- Developer: Swing Swing Submarine
- Publisher: Newgrounds
- Series: Mario (unofficial)
- Platform: Browser
- Release: December 24, 2009
- Genres: Platform, puzzle
- Mode: Single-player

= Tuper Tario Tros. =

2009 video game

Tuper Tario Tros. is a Flash platform video game first released on Newgrounds on December 24, 2009 by the French developer Swing Swing Submarine. It is a combination of Super Mario Bros. and Tetris, using mechanics from both games. The title of this game is a play on Super Mario Bros., replacing the first letter of each word with the "T" from Tetris.
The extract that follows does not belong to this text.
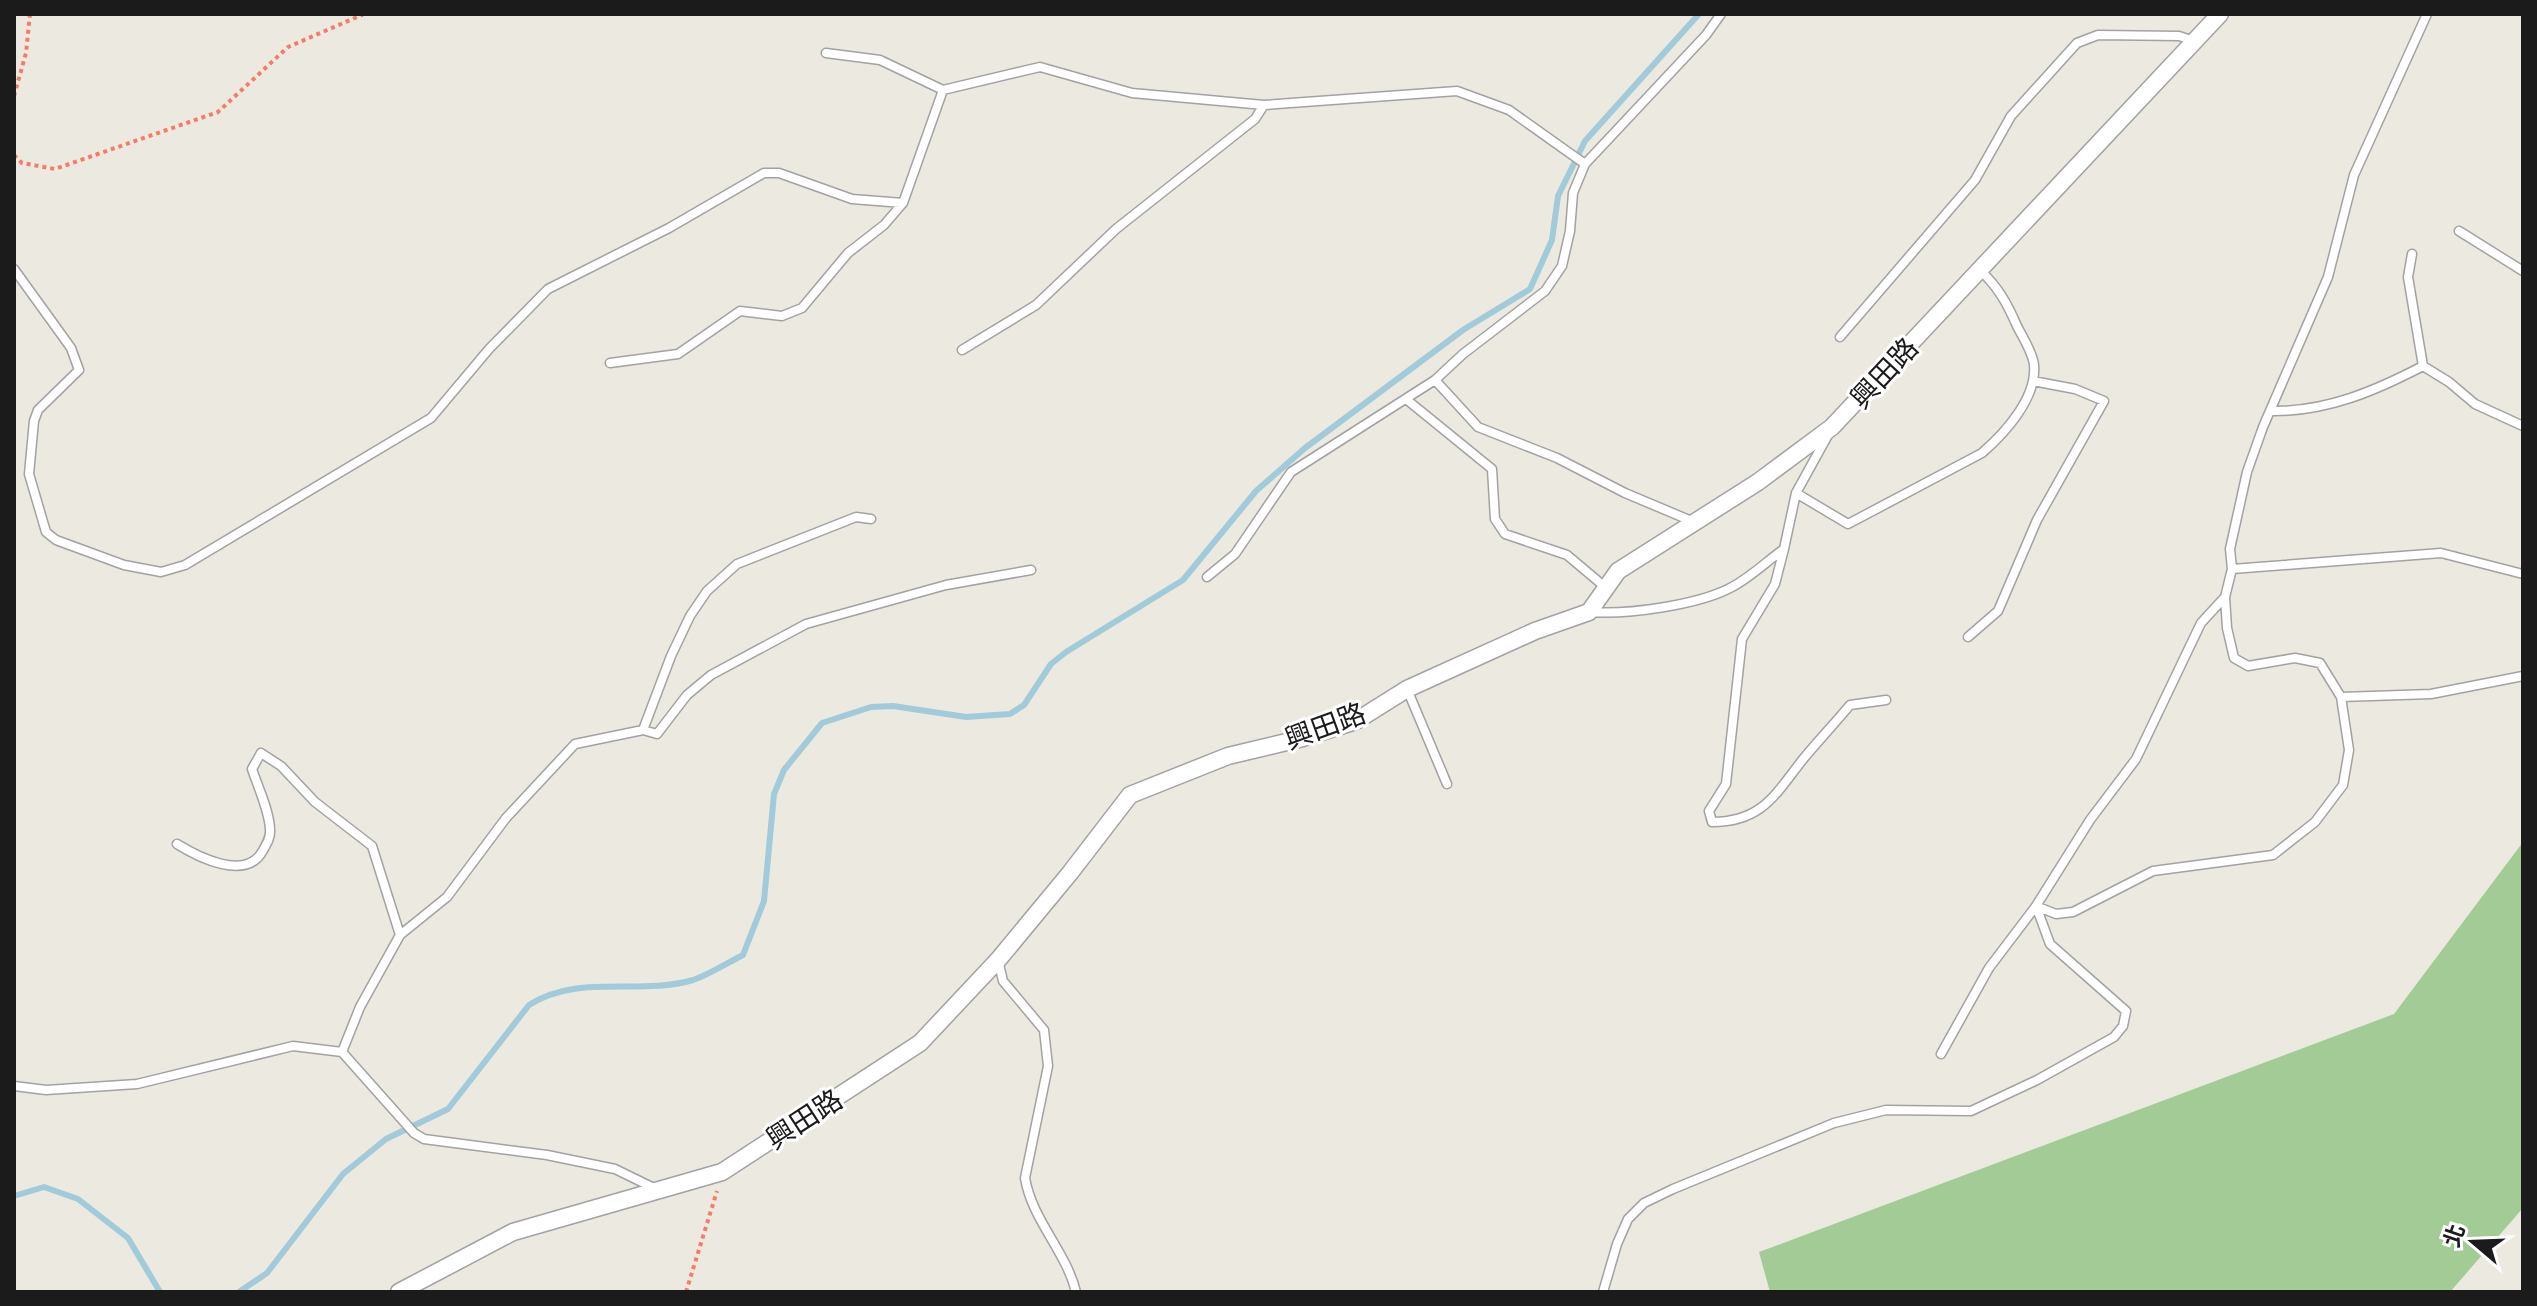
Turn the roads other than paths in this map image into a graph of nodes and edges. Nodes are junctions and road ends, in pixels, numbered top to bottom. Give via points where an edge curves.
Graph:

The game features World 1-1. The developers of the game later made a similar game inspired by Tuper Tario Tros., titled Blocks That Matter.

==Gameplay==
The game starts out with normal Super Mario Bros. 2D platformer gameplay. After a short while, however, the player is granted the ability to control tetrimino blocks across the field of play. The blocks fall from a Lakitu, and can be stacked and become platforms which the player can use to make Mario cross large gaps or reach higher terrain. Pressing the spacebar will change between modes, either controlling Mario or controlling the falling blocks. The screen moves automatically forward to the right, and the player is bound only within the screen.

== Reception ==
Chris Donlan of Edge wrote that the game appeared to have been put together quickly and as a result, its gameplay was occasionally inelegant. Jenni Lada of TechnologyTell appreciated how she could build a staircase to the flagpole at the end of the level. A reviewer for VentureBeat called the game "extremely well done", though taking issue with the high difficulty and the game's title.